Jika bayi Anda telah memasuki lebih dari usia 6 bulan, maka pemberian ASI saja tidak akan cukup untuk mengatasi gejala panas dalamnya. Pemberian MPASI yang tepat dan benar akan mendukung proses penyembuhan saluran pencernaannya. Berikut tips dalam membuat MPASI yang sesusai untuk mengatasi panas dalam pada bayi Anda:

  • Tinggi Kalori Tinggi Protein (TKTP)

Untuk bayi yang sedang mengalami gejala sakit panas dalam, Ia akan membutuhkan tambahan asupan kalori dan protein untuk proses penyembuhannya. Berikan berbagai jenis karbohidrat serta makanan yang tinggi akan kandungan protein.

Hindarilah pemberian roti dan jagung karena kandungan serat yang terlalu tinggi terkandung pada roti dan jagung. Untuk sumber protein hewani, daging unggas lebih dianjurkan daripada daging sapi. Sedangkan untuk sumber protein nabati, Anda dapat memberikan anak yang mengalami panas dalam berupa tahu atau tempe.

  • Rendah Lemak Rendah Serat

Anak yang mengalami panas dalam biasanya akan mengalami gangguan saluran pencernaan yang kemudian akan mempersulit penyerapan serat dan lemak oleh ususnya. Berikan bahan makanan yang rendah lemak dan rendah serat dengan lebih banyak menggunakan proses masak kukus, rebus dan blend dengan lembut.

Prinsip lain dalam pembuatan MPASI bayi dengan panas dalam adalah dengan menambahkan jenis makanan yang banyak mengandung cairan. Seperti jus buah segar dan air kelapa muda. Hindari dahulu pemberian makanan yang terlalu banyak menggunakan bumbu rempah agar tidak membuat anak mual dan muntah.
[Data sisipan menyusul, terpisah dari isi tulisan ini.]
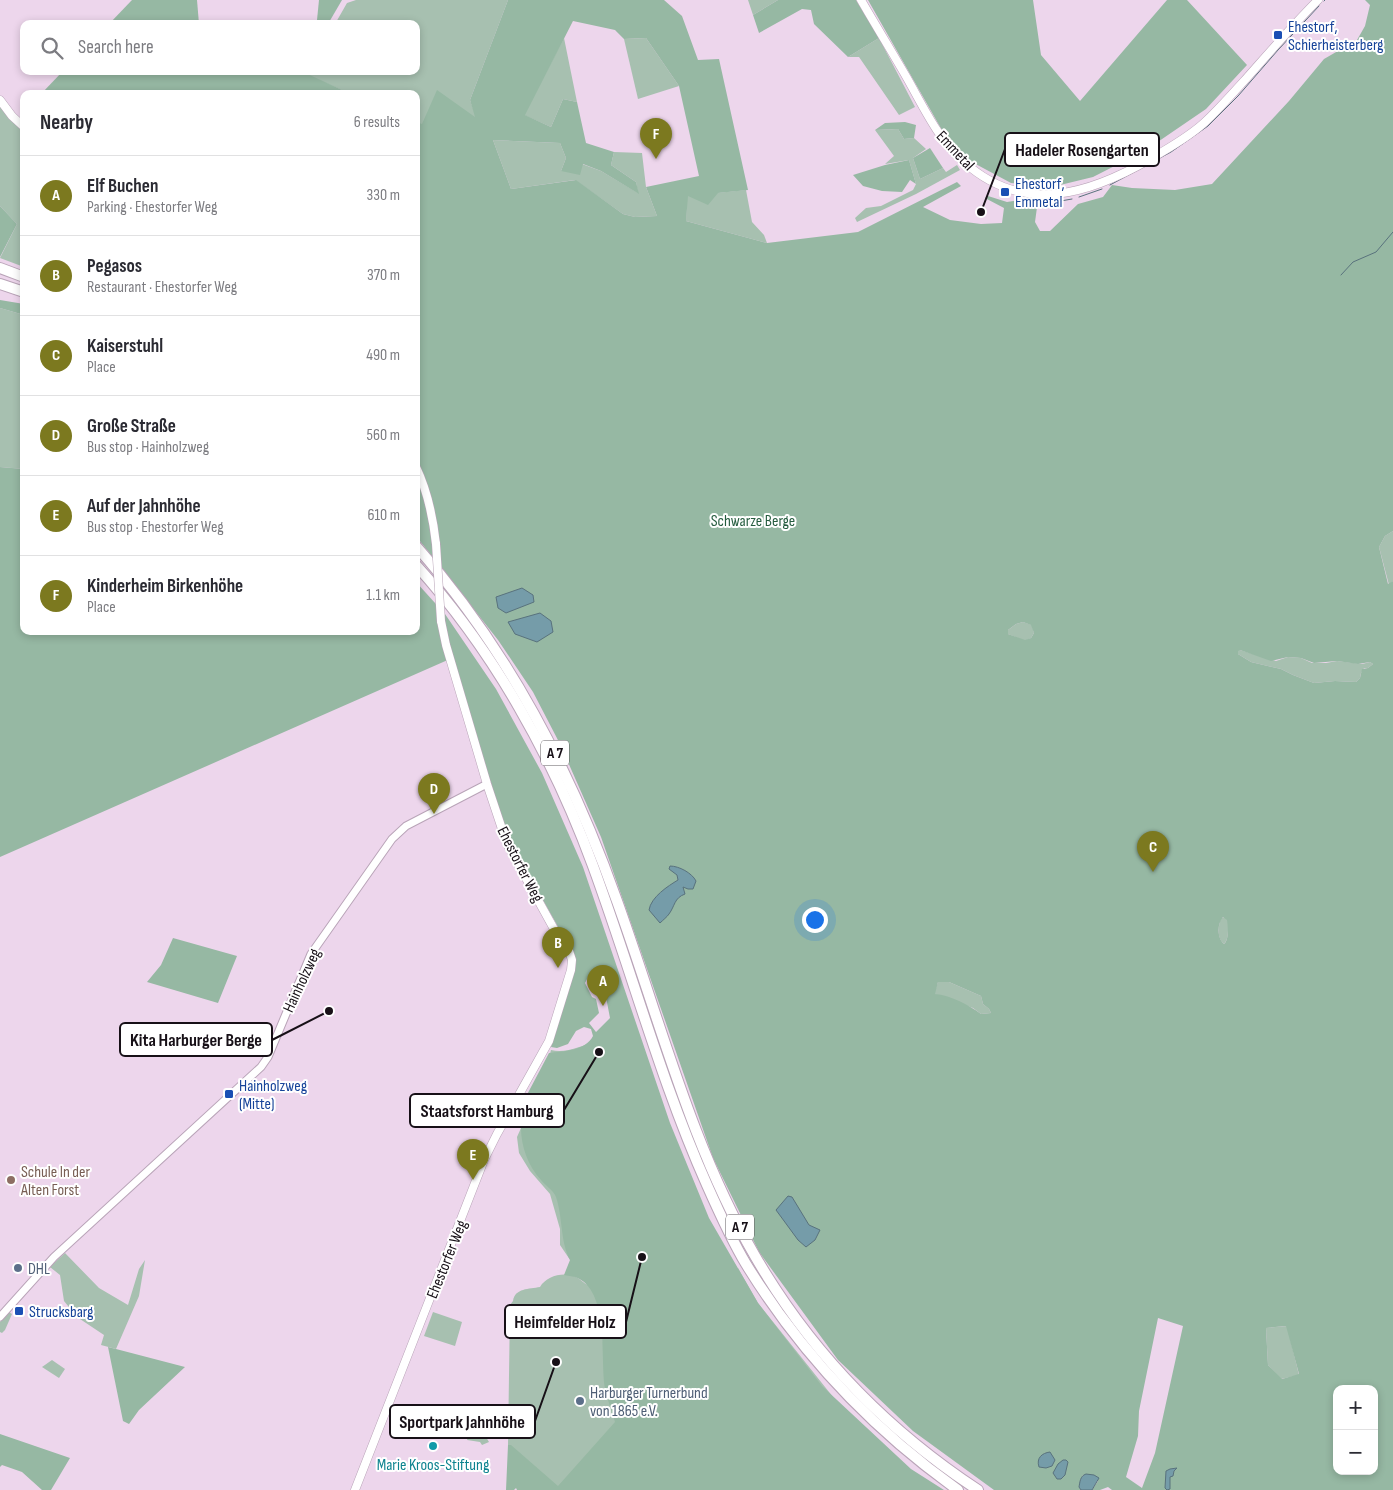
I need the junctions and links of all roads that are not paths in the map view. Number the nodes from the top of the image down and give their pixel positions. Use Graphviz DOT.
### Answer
graph roads {
  1 [pos="861,0"];
  2 [pos="1318,0"];
  3 [pos="0,100"];
  4 [pos="20,123"];
  5 [pos="0,268"];
  6 [pos="20,276"];
  7 [pos="0,284"];
  8 [pos="20,291"];
  9 [pos="420,478"];
  10 [pos="420,551"];
  11 [pos="420,570"];
  12 [pos="487,784"];
  13 [pos="0,1317"];
  14 [pos="355,1490"];
  15 [pos="958,1490"];
  16 [pos="978,1490"];
  1 -- 2 [label="main road, Emmetal"];
  3 -- 4 [label="main road"];
  5 -- 6 [label="highway"];
  7 -- 8 [label="highway"];
  9 -- 12 [label="main road, Ehestorfer Weg, bridge"];
  10 -- 16 [label="highway, A 7"];
  11 -- 15 [label="highway, A 7"];
  12 -- 13 [label="street, Hainholzweg"];
  12 -- 14 [label="main road, Ehestorfer Weg"];
}
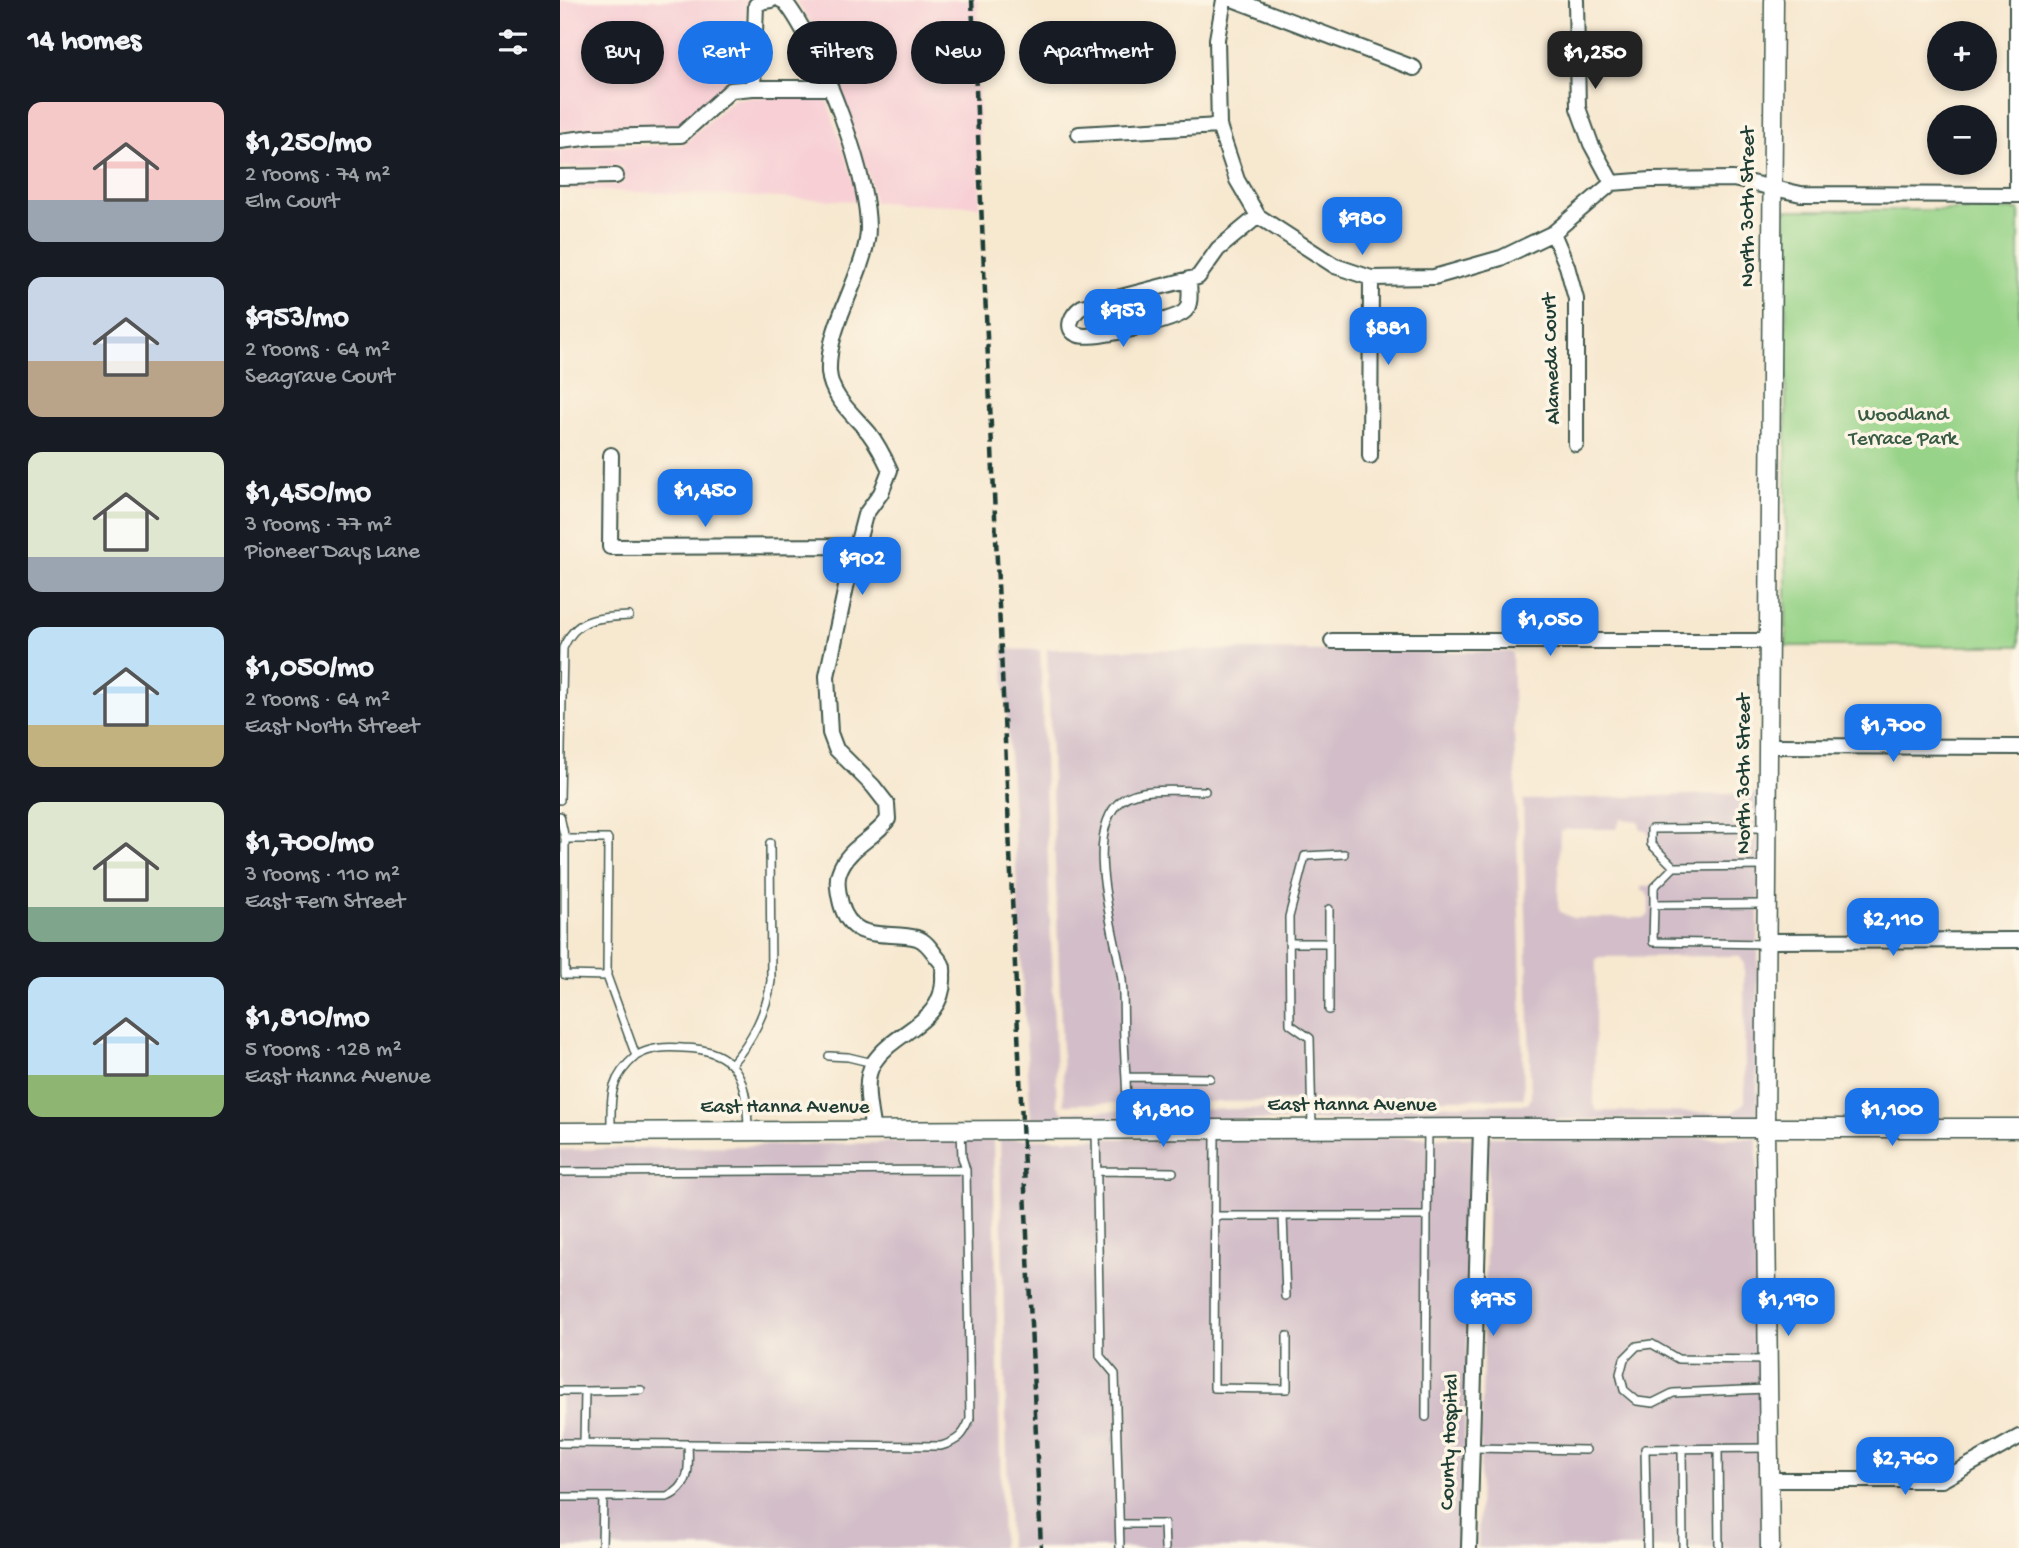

Menjaga makanan tetap aman dan higienis selama proses pembuatan makanan juga menjadi prinsip dalam penyajian MPASI sebagai penanganan dan obat bagi bayi yang mengalami panas dalam.

Demikian telah tersaji informasi mengenai panas dalam bayi, dengan berbagai gejala, tanda, manfaat ASI dan pembuatan MPASI yang tepat sebagai penanganan dan obat bagi panas dalam bayi. Semoga artikel ini bermanfaat dan selamat mencoba !

sumber : dedaunan



loading...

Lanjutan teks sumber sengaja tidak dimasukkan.